I've always read that parable and worried about what kinds of soil people might be, people with whom I try to share the truth about Jesus. "Hard soil" that rejects out of hand? "Rocky soil" that responds but quickly burns out, lacking deep commitment? "Weedy soil" that produces some growth, but the growth is choked by competition, and fails to thrive or produce a crop? What if I, myself, am rocky soil? Will my faith fizzle under duress and be lost?
However, in working on our gardens this summer, I realized something: Soil can be improved. Farmers go out in their fields in the spring and pick rocks. Laborers work hard, pulling weeds or chopping them with hoes. Plows traverse the rows of a field, furrowing, disking the soil, breaking it up, preparing it to receive the seed.
In the case of our lower terraced garden, we planted it a number of times, reworking it between plantings, before we achieved a desirable result. We kept at it, persevered. Now we have pretty plants growing there, but we still have to go out regularly and weed. We even installed a path so we can do this maintaining work!
Here's the transferable truth: God doesn't only sow the seeds of His Truth one time. The sowing goes on and on. If the seed doesn't germinate, God may go back and do more work on the soil of a man's heart, preparing the ground for the next planting season.
This is what the Lord says to the people of Judah and Jerusalem: "Plow up the hard ground of your hearts! Do not waste your good seed among thorns." ~Jeremiah 4:3 (NLT)
I'm not entirely sure, but I think the idea of breaking up unplowed ground and pulling weeds, applied metaphorically to the human heart, could indicate a painful process. I'm not talking about the exertion experienced by the one who plows. I'm talking about the pain experienced by the heart that is plowed. Perhaps this is one reason why we should rejoice in suffering. It is the preparatory work before the planting of truth, truth that will grow into abundant spiritual fruit--love, joy, peace, patience, kindness, goodness, faithfulness, gentleness and self-control--beautiful characteristics that adorn the life of a believer.

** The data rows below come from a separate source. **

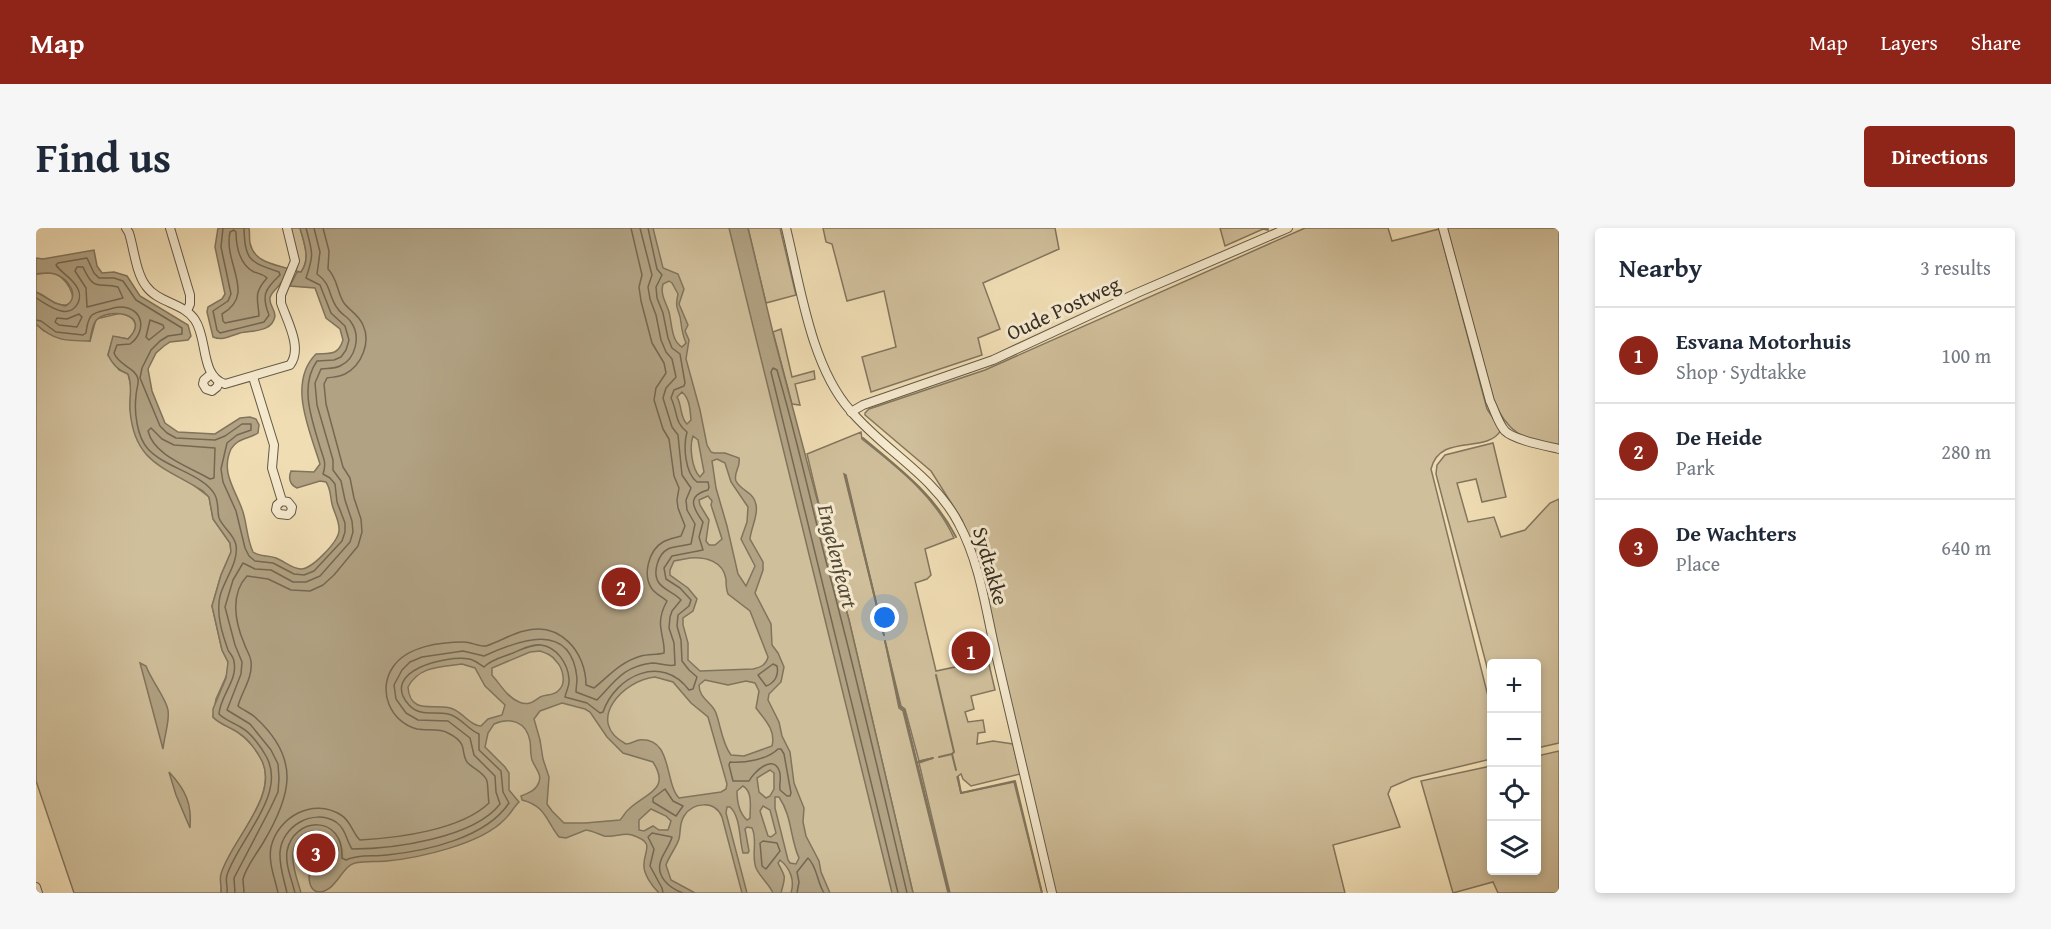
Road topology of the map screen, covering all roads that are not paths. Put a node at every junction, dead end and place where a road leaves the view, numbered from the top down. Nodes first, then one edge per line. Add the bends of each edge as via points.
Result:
1 (126, 228) edge
2 (170, 228) edge
3 (287, 228) edge
4 (786, 228) edge
5 (1288, 228) edge
6 (1443, 228) edge
7 (187, 311) junction
8 (211, 374) junction
9 (253, 377) junction
10 (219, 382) junction
11 (850, 412) junction
12 (1559, 449) edge
13 (282, 501) dead end
14 (36, 887) edge
15 (38, 893) edge
16 (1052, 893) edge

1 - 7 street via 146,288
2 - 7 street via 190,295
3 - 9 street via 294,267 281,303 296,349 295,359 290,366
4 - 11 street, Sydtakke via 818,353 831,384
5 - 11 street, Oude Postweg via 1005,355
6 - 12 street via 1490,401 1500,422 1507,433
7 - 8 street via 195,318
8 - 10 street
8 - 10 street via 204,380 206,389 212,391
9 - 10 street
9 - 13 street via 274,445 272,468
11 - 16 street, Sydtakke via 928,481 965,535
14 - 15 street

I said, "Plant the good seeds of righteousness, and you will harvest a crop of love. Plow up the hard ground of your hearts, for now is the time to seek the Lord, that he may come and shower righteousness upon you." ~Hosea 10:12 (NLT)
Our merciful God desires to save. Jesus did not come to condemn the world, but to save it (John 3:17). The world was already condemned, but Jesus came, the great Rescuer, to bring life and hope. The seeds of the Word are as infinite as Christ Himself; there is no end to God's supply of truth and life. Jesus will not make one half-hearted effort to toss out the offer of salvation, and then abandon all those who were too damaged to receive it. Jesus is zealous for the salvation of humanity.
Truth doesn't change, but hearts change. Soil can be turned, crumbled, refined, enriched. Praise God, even the rockiest of hearts can be plowed up and replanted!
Pray that the Lord will work miraculously in the hearts of those who need to receive His seed of truth. Pray that God will supernaturally enable these souls to undergo productive heart-plowing, surrendering to the holy work of His perfect hands. Pray that we who believe will be brave when our own hearts are plowed, and full of compassion and wisdom when others experience deep work in their hearts.
"And I will give you a new heart, and I will put a new spirit in you. I will take out your stony, stubborn heart and give you a tender, responsive heart." ~Ezekiel 36:26 (NLT)
We've lived here for four years, but we never made much progress on the landscaping, until we bought a rototiller.
(End note: I never explored the significance of the metaphors of paths and hoes, but these are also very important. I invite you to think it through on your own.)